Q4 saw market share gain for company; Q1FY20F is expected to be relatively stable; ‘Buy’ maintained
Q4 results were ahead of the Street at all levels (though it was slightly below our estimates). Considering the demand slowdown and liquidity concern in the system in Q3 which continued into Q4, we are of the view that the results reflect strong sales volumes and market share gain (50bps y-o-y to 13.6%) for JSTL.
Further, auto sales have been unusually weak (declining 22% y-o-y), though management expects the situation to revive in 2HFY20 (generally auto sales revive post elections, according to management). On top of this, the company has liquidated earlier inventory build-up which is a key positive.
Q1FY20F results expected to be relatively stable
Steel prices have recovered from the lows of Jan-Feb’19 (below $500/t) to levels of $520-530/t (recently moderating to $510/t); thus, steel prices remain range-bound. Further, management has guided for coking coal cost remaining stable in Q1 vs Q4. We believe this will lead to stable spreads as we do not envisage a sharp increase in domestic iron ore prices.
Bhushan Power and Steel (unlisted) acquisition
Management is looking at getting an equity partner on-board and will likely structure the deal in a manner that the entity will not be consolidated. Management guides that leverage ratios will be maintained. We estimate that JSW Steel needs external equity funding of at least `50 bn to maintain its leverage ratios.
Outlook for the company
Production guidance of 16.95mnt for FY20: The production and sales guidance are up 1.5% y-o-y for FY20. We note that at present JSTL is undergoing capacity expansion at Dolvi (+5mntpa) which once complete should lead to a boost in volumes only from FY21.
Management to incur `157 bn in capex in FY20: JSTL has revised its capex plan for FY18-22 from `444 bn to `487 bn. While the 0.7 mnt (`13.75 bn) Dolvi DRI capacity expansion has been shelved, several cost-saving projects have been added (with hurdle IRR >15%).
Domestic iron ore prices likely to remain weak in FY20: Management expects the weakness in domestic iron ore prices to continue into FY20 as with several mining concessions set to expire in March, 2020, miners are producing at peak permissible levels.

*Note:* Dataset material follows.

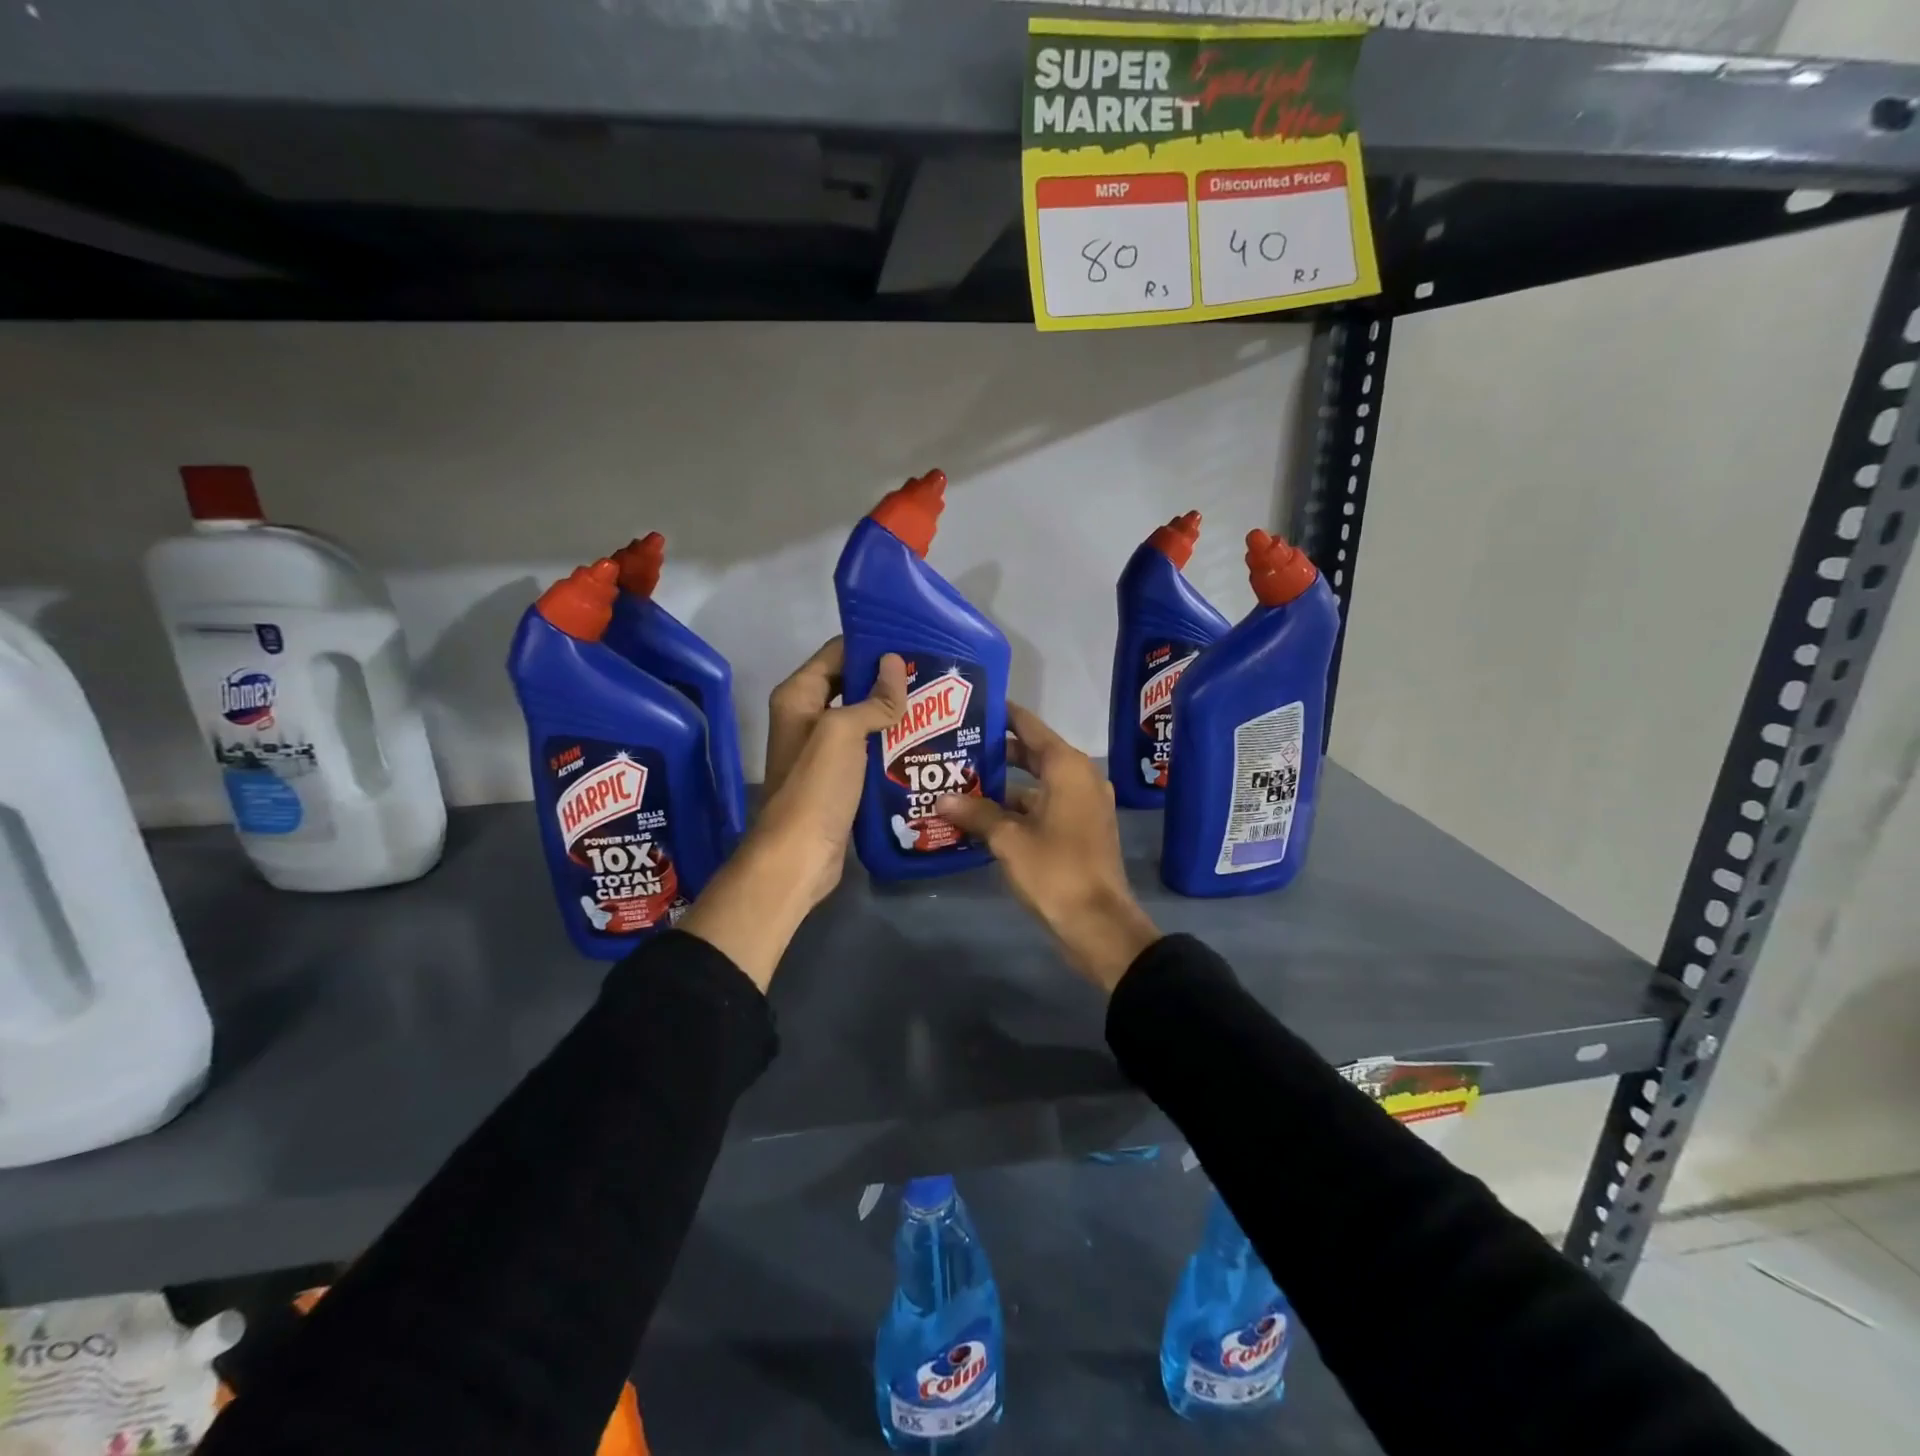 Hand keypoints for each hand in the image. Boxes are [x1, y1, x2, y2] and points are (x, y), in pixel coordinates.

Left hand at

Management expects substantial cost savings in FY20/21: Certain projects like commissioning of the piped conveyor belt for iron ore could lead to cost savings of `200/T (or `350/T of steel) on 11 mnt of iron ore in FY20 (and for entire 22 mnt needed at Vijayanagar plant in FY21).
We value JSW Steel at 2.17x 1-year fwd P/BV and add `5.3/sh on account of value added by the Monnet Ispat acquisition to arrive at our TP of `365. Key risks: (i) relatively higher domestic iron ore prices from NMDC; (ii) slowdown in global demand and hence dumping from China, Korea; and 3) compression of steel spreads from supply-side shocks.